Matthies und Othegraven sahen einander an, senkten die Blicke und stimmten zu, kaum daß sie etwas knurrig waren; gute Kameraden, wahrhaftig, sie hatten begriffen, Sybille quoll das Herz vor Dankbarkeit, sie drückte ihnen unter dem Tisch die Hände. Helga natürlich war mit allem einverstanden.
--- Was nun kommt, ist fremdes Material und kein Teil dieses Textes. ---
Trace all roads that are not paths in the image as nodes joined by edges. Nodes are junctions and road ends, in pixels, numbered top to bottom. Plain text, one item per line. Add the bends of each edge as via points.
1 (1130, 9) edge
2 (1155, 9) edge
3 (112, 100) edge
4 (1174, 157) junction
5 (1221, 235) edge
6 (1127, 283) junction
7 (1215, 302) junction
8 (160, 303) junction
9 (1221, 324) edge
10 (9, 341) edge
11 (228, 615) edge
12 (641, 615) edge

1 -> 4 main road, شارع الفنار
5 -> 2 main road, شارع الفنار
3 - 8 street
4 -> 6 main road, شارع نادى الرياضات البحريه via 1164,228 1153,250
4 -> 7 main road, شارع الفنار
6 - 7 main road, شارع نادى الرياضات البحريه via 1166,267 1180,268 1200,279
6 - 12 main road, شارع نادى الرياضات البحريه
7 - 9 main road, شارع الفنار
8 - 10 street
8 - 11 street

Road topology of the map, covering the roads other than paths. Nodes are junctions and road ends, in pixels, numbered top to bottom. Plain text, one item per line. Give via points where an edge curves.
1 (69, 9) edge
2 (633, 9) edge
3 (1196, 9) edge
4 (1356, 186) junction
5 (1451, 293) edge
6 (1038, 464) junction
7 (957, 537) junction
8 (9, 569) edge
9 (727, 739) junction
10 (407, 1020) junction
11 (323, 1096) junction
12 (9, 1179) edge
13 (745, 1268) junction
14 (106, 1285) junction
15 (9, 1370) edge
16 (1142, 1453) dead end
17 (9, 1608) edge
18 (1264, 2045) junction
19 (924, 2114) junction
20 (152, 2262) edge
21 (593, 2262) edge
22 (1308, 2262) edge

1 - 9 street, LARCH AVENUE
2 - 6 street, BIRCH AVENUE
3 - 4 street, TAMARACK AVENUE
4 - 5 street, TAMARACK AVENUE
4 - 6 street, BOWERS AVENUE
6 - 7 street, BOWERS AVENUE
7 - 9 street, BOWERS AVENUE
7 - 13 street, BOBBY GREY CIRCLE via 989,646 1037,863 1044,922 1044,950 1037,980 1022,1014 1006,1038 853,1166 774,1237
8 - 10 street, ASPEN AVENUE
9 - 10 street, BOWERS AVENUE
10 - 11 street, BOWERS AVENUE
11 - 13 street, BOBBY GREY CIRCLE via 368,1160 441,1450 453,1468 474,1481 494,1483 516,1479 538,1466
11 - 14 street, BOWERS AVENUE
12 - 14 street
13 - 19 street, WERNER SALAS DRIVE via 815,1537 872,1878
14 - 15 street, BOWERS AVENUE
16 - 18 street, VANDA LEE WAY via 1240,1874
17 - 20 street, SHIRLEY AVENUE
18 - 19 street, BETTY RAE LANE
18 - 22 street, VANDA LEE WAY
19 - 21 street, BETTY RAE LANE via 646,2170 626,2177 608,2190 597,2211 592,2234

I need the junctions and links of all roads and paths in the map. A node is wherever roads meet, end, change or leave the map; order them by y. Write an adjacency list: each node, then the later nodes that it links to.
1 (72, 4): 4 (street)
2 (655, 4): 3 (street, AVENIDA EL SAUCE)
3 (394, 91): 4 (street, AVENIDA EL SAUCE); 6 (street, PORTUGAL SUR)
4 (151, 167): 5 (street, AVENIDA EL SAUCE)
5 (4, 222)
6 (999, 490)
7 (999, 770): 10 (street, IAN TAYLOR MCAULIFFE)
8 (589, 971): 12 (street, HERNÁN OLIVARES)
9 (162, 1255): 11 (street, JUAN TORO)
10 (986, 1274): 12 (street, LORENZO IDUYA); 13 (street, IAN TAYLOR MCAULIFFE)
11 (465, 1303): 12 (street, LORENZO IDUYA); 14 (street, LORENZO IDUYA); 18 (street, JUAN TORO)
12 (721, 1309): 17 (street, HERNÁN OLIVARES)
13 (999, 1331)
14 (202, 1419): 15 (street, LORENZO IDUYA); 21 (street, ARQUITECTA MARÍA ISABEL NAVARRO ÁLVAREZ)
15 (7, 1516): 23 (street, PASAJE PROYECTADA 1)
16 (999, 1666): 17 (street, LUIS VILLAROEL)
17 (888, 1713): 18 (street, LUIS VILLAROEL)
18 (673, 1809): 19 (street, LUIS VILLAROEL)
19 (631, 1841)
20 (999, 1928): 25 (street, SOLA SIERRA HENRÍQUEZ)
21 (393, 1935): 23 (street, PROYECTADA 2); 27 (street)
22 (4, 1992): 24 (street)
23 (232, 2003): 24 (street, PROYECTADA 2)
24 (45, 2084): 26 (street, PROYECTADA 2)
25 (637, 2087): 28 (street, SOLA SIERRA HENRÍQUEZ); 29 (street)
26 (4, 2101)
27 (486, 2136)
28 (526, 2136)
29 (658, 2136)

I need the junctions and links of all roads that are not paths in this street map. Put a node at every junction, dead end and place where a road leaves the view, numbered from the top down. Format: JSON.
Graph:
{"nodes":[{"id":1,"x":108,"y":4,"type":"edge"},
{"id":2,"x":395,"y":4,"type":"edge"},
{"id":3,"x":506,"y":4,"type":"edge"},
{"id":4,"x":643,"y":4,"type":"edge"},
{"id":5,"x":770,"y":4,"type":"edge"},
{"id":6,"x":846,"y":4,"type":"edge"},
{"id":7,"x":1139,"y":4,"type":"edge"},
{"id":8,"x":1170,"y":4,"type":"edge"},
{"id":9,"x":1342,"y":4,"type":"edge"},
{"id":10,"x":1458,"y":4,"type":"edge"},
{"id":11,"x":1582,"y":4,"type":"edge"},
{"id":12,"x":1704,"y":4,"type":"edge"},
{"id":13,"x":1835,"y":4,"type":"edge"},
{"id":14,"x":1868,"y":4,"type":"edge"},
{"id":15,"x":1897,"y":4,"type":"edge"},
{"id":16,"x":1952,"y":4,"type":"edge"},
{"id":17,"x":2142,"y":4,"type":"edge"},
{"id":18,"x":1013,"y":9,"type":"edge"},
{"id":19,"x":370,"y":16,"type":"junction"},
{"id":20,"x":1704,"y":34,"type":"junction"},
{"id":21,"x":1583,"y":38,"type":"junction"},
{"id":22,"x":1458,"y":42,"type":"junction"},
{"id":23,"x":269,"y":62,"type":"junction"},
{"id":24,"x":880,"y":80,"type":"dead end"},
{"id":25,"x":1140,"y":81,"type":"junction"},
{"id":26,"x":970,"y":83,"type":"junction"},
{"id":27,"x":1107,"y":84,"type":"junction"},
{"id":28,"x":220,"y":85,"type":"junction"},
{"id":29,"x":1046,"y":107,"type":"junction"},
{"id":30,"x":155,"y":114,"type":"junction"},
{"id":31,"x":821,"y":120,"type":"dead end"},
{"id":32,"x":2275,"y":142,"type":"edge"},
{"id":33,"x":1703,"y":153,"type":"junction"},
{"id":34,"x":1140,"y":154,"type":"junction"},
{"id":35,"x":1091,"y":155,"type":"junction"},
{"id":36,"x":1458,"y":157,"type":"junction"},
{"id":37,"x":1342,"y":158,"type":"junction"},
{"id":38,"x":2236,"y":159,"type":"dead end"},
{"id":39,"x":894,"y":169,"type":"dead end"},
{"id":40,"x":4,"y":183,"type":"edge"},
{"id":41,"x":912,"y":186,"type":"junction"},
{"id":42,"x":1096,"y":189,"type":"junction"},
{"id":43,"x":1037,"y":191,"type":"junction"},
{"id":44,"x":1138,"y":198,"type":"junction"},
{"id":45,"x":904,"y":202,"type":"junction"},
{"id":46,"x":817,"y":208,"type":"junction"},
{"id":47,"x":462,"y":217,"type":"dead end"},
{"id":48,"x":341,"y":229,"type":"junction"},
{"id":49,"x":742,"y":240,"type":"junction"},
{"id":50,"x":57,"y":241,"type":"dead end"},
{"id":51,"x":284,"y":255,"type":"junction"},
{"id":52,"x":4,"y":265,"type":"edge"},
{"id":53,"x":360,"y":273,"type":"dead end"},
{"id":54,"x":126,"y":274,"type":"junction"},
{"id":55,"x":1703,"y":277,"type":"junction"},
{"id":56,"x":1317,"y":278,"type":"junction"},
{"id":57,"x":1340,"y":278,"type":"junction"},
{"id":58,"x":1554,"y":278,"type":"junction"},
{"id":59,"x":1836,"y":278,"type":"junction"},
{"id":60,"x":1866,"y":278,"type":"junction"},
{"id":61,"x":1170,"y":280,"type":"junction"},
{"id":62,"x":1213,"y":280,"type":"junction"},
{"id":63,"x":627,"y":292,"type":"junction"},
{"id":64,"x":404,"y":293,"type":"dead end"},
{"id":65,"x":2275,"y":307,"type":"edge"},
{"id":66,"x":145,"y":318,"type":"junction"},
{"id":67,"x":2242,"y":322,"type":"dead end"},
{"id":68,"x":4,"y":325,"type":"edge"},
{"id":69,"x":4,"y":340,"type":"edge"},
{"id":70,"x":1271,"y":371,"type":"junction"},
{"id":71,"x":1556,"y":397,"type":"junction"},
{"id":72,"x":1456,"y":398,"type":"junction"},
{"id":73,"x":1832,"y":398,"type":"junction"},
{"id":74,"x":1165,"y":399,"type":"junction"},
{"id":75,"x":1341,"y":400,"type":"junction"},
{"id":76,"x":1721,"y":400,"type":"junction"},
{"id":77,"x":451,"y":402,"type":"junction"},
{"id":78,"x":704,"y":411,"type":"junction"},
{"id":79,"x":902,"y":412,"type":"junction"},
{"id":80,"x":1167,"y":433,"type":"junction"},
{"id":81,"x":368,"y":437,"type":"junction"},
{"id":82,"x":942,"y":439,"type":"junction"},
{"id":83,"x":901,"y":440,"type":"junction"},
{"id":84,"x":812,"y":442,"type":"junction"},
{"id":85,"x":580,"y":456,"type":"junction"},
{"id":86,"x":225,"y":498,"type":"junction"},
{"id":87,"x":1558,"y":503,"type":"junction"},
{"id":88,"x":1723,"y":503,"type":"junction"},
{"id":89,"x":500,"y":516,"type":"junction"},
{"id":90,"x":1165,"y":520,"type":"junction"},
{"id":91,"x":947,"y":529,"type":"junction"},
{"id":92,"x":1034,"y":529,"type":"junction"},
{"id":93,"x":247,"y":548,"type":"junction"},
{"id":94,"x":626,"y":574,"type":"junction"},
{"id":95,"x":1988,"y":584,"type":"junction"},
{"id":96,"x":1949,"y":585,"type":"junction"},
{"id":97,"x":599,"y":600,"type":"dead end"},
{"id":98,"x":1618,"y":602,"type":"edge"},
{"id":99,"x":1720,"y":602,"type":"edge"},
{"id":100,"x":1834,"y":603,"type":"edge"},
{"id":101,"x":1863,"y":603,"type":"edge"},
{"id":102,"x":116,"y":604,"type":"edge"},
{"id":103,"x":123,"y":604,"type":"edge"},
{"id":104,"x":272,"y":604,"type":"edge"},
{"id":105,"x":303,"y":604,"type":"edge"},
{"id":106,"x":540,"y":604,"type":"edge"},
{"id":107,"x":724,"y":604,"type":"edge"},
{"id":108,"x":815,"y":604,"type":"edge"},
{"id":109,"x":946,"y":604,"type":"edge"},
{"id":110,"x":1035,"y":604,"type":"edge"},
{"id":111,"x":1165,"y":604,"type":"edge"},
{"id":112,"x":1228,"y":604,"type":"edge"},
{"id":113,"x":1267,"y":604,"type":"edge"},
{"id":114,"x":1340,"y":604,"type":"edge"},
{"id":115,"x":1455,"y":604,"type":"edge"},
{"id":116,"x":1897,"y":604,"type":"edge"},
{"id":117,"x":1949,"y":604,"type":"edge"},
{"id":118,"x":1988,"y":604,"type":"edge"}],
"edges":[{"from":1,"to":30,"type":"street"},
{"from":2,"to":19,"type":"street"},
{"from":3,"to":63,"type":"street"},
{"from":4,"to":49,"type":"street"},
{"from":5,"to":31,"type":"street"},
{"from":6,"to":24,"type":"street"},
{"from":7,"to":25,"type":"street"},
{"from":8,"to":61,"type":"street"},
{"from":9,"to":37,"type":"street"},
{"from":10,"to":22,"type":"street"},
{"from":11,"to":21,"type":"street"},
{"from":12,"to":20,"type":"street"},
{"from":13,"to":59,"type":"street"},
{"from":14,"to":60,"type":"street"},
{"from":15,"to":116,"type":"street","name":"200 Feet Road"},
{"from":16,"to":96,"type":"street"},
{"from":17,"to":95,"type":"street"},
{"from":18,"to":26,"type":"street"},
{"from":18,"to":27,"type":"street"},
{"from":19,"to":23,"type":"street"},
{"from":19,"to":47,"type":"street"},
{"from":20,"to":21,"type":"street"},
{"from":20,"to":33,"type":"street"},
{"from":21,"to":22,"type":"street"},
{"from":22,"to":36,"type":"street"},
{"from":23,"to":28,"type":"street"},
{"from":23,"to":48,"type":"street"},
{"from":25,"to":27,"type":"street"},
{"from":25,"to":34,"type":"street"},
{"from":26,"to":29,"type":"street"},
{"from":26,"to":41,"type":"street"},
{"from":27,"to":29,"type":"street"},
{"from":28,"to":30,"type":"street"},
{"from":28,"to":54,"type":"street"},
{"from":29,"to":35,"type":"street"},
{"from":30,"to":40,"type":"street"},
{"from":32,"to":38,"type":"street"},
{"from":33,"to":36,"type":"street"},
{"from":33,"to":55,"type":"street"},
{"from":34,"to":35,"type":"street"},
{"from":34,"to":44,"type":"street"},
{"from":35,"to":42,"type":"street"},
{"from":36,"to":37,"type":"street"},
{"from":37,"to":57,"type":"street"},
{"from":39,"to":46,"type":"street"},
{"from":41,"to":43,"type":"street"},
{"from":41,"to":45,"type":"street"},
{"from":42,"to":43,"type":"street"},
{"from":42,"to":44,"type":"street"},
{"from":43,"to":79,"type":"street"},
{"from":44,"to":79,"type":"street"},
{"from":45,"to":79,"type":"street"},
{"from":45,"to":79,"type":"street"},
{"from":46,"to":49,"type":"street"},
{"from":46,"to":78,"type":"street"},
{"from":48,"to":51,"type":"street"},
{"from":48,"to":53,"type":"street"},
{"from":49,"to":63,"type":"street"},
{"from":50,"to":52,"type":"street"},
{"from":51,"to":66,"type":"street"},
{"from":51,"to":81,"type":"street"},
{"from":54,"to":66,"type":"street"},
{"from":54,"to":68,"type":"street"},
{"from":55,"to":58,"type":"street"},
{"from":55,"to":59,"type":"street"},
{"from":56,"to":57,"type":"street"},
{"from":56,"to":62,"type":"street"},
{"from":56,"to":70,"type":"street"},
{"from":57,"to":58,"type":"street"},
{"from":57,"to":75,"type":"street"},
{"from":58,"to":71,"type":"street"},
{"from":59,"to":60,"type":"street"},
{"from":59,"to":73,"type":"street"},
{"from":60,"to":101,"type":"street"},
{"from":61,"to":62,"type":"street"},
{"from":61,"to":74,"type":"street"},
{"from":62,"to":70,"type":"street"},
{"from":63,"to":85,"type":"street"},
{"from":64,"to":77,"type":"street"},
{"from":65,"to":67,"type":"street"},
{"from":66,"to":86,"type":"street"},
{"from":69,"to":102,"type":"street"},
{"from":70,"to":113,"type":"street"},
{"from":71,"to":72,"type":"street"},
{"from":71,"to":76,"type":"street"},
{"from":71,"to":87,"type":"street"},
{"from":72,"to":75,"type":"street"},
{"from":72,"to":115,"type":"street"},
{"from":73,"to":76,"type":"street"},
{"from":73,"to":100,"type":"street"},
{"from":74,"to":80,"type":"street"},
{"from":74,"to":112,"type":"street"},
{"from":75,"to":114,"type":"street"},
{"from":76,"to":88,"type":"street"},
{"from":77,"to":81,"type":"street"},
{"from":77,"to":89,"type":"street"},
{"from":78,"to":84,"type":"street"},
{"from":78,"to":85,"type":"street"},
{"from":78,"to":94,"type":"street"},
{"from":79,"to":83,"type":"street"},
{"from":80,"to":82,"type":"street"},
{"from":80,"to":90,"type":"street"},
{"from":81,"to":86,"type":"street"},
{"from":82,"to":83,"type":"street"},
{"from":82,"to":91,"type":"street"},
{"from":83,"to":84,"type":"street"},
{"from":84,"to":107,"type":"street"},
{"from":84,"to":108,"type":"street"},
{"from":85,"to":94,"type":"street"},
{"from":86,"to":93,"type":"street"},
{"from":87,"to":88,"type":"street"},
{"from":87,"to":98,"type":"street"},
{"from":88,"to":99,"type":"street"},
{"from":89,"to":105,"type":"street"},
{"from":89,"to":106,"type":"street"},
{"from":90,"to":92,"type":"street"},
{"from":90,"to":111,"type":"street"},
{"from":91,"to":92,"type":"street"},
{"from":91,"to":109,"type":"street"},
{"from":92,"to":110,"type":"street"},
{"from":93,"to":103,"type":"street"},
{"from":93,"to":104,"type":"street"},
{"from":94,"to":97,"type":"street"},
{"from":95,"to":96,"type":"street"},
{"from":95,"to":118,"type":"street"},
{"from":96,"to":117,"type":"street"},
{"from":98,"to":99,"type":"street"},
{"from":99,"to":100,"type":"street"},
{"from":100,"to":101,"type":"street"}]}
So wollten sie also heute abend zur Insel hinüberfahren, morgen früh zurückkommen und hier im Café auf den neuen Bundesgenossen warten, dabei auch Schaaper und den Trödler im Auge behalten. Auf dem Wege zum Bootssteg rannte Sybille in ein Postamt und kritzelte ein Telegramm an Joachim Gottarp, Mavrana bei St. Roch, nieder:

»Vorhersage eingetroffen stop Prophet reumütig um Hilfe in großer Not gebeten stop Bitte herkommen oder Absage an Café Stella.«

Es dauerte lange, bis sie dem Beamten den schwierigen Text vorbuchstabiert hatte. Die beiden Freunde saßen mit Helga schon im Boot, als sie hinauskam. Sobald sie am Steuer saß, stießen sie ab, nach ein paar Ruderschlägen setzte Othegraven das Segel, und Sybille, des Doppelsinnes glücklich bewußt, hielt auf den Hafen zu.